East Asian Institute
- Abbreviation: EAI
- Formation: 1997
- Type: Research institute, think tank
- Chairman: Teh Kok Peng
- Director: Alfred Schipke
- Website: research.nus.edu.sg/eai/

= East Asian Institute (Singapore) =

The East Asian Institute (EAI) is an autonomous research institute and think tank of the National University of Singapore (NUS), that focuses on the political, social, and economic development in East and Southeast Asia. It is the successor to the Institute of East Asian Political Economy (IEAPE), which succeeded the Institute of East Asian Philosophies (IEAP; founded 1983).

As of 2022, the institute's chairman and director are Teh Kok Peng and Bert Hofman respectively.

== History ==
The institute was founded in April 1997. It succeeded the former Institute of East Asian Political Economy (IEAPE).
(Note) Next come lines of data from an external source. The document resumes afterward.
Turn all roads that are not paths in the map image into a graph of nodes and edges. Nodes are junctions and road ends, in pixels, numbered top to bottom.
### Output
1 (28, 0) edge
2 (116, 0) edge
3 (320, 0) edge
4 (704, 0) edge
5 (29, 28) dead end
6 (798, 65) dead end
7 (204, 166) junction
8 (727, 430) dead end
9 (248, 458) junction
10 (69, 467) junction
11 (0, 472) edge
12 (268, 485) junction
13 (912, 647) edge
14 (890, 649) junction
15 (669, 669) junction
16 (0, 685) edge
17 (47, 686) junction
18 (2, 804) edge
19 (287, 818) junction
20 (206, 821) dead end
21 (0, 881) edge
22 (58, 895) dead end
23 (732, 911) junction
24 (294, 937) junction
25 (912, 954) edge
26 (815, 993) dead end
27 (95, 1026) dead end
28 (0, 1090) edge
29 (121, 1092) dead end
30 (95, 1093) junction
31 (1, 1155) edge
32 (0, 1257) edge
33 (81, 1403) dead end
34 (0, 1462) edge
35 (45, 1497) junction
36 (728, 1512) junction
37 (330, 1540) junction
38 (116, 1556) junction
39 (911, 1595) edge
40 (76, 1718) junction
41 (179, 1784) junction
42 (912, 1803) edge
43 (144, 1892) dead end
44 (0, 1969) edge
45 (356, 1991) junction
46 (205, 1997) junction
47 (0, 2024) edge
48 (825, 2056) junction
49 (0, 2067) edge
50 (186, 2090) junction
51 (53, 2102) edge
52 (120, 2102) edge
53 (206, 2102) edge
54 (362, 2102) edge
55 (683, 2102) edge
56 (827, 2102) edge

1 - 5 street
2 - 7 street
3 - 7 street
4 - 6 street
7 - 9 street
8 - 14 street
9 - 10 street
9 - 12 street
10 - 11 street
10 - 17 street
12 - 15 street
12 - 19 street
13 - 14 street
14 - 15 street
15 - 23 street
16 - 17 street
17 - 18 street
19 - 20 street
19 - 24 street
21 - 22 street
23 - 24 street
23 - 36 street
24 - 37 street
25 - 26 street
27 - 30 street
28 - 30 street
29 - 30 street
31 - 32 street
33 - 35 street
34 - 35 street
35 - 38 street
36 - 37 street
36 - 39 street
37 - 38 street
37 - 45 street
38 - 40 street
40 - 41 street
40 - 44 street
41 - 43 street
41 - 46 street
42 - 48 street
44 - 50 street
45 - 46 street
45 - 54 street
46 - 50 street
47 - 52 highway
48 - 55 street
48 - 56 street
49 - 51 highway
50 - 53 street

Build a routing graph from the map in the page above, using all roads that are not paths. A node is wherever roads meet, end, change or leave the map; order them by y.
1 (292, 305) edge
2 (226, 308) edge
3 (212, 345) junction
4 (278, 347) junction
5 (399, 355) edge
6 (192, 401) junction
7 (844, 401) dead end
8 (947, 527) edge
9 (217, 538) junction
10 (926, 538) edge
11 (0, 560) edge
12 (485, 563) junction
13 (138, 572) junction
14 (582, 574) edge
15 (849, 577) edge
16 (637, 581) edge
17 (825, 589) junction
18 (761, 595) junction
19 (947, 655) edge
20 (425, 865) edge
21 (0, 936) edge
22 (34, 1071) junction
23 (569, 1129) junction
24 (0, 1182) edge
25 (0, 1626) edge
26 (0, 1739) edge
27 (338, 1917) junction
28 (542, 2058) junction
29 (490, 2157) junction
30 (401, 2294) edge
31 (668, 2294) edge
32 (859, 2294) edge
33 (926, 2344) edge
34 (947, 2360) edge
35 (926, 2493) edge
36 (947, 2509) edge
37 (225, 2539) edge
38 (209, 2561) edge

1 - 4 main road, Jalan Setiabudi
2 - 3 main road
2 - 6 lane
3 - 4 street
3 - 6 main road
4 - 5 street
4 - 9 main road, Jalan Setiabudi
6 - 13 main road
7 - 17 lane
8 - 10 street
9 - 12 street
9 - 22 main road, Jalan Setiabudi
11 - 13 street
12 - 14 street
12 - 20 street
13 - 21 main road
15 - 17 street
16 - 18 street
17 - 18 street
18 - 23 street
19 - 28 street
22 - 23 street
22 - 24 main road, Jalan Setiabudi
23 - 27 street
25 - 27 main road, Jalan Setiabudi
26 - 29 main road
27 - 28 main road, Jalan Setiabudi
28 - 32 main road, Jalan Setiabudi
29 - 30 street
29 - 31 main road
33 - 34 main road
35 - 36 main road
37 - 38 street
The IEAPE was itself the successor of the Institute of East Asian Philosophies, founded in 1983 for the study of Confucianism by Goh Keng Swee, the Minister for Education and Deputy Prime Minister of Singapore.

The Institute of East Asian Philosophies (IEAP) was formed after a panel of scholars was asked by the Government to make recommendations on the teaching of Confucian ethics to secondary school students. It received a donation of $3 million from a Hong Kong industrialist, John Tung, who also joined the institute's board. Several prominent scholars based in other countries, such as Tu Wei-ming and Yu Ying Shih, served as board members of the institute and consultants on the development of the teaching curriculum. The scholar and academic Wu Teh Yao was a director of the IEAP.